A Neuro-Symbolic Approach to Multi-Agent RL for Interpretability and Probabilistic Decision Making
Chitra Subramanian, Miao Liu, Naweed Khan, Jonathan Lenchner, Aporva Amarnath, Sarathkrishna Swaminathan, Ryan Riegel, Alexander Gray
TL;DR
This work tackles the interpretability and uncertainty challenges of multi-agent reinforcement learning for runtime resource management by marrying neural learning with symbolic logic. It introduces an event-driven MPOMDP framework and leverages Logical Neural Networks (LNN) for interpretable rule learning, augmented by Probabilistic Logical Neural Networks (PLNN) for probabilistic inference under partial observability.
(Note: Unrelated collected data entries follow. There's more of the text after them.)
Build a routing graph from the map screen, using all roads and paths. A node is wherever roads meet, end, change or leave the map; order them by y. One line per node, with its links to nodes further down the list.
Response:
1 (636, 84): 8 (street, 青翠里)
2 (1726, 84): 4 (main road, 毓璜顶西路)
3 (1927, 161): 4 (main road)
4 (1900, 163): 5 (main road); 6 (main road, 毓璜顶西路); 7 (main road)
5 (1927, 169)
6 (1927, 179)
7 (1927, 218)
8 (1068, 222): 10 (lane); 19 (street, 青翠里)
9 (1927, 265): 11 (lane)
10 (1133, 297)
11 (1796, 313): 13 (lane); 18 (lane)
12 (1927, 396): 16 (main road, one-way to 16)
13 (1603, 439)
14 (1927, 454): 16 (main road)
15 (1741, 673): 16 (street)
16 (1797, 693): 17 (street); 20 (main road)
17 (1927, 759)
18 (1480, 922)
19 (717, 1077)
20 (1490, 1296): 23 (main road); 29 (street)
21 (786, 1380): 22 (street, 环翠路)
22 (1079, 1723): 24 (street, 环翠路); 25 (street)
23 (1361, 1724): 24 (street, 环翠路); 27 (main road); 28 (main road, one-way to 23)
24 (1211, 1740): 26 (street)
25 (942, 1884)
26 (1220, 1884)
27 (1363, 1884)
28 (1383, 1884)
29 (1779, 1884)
The key contributions include a formal ED-MPOMDP formulation for power sharing in Heterogeneous System-on-Chip environments, LNN-based Phase 1 rule learning with domain knowledge and guard rails, and a PLNN-based dynamic decision-making pipeline that adapts rules in real time. The results show that LNN rules improve DAG completion times under moderate to heavy load, while PLNN enables robust, probabilistic adaptation to unseen or partially observed states, yielding performance close to ideal targets and offering interpretable diagnostics for runtime control.
Abstract
Multi-agent reinforcement learning (MARL) is well-suited for runtime decision-making in optimizing the performance of systems where multiple agents coexist and compete for shared resources. However, applying common deep learning-based MARL solutions to real-world problems suffers from issues of interpretability, sample efficiency, partial observability, etc. To address these challenges, we present an event-driven formulation, where decision-making is handled by distributed co-operative MARL agents using neuro-symbolic methods. The recently introduced neuro-symbolic Logical Neural Networks (LNN) framework serves as a function approximator for the RL, to train a rules-based policy that is both logical and interpretable by construction. To enable decision-making under uncertainty and partial observability, we developed a novel probabilistic neuro-symbolic framework, Probabilistic Logical Neural Networks (PLNN), which combines the capabilities of logical reasoning with probabilistic graphical models. In PLNN, the upward/downward inference strategy, inherited from LNN, is coupled with belief bounds by setting the activation function for the logical operator associated with each neural network node to a probability-respecting generalization of the Fréchet inequalities. These PLNN nodes form the unifying element that combines probabilistic logic and Bayes Nets, permitting inference for variables with unobserved states. We demonstrate our contributions by addressing key MARL challenges for power sharing in a system-on-chip application.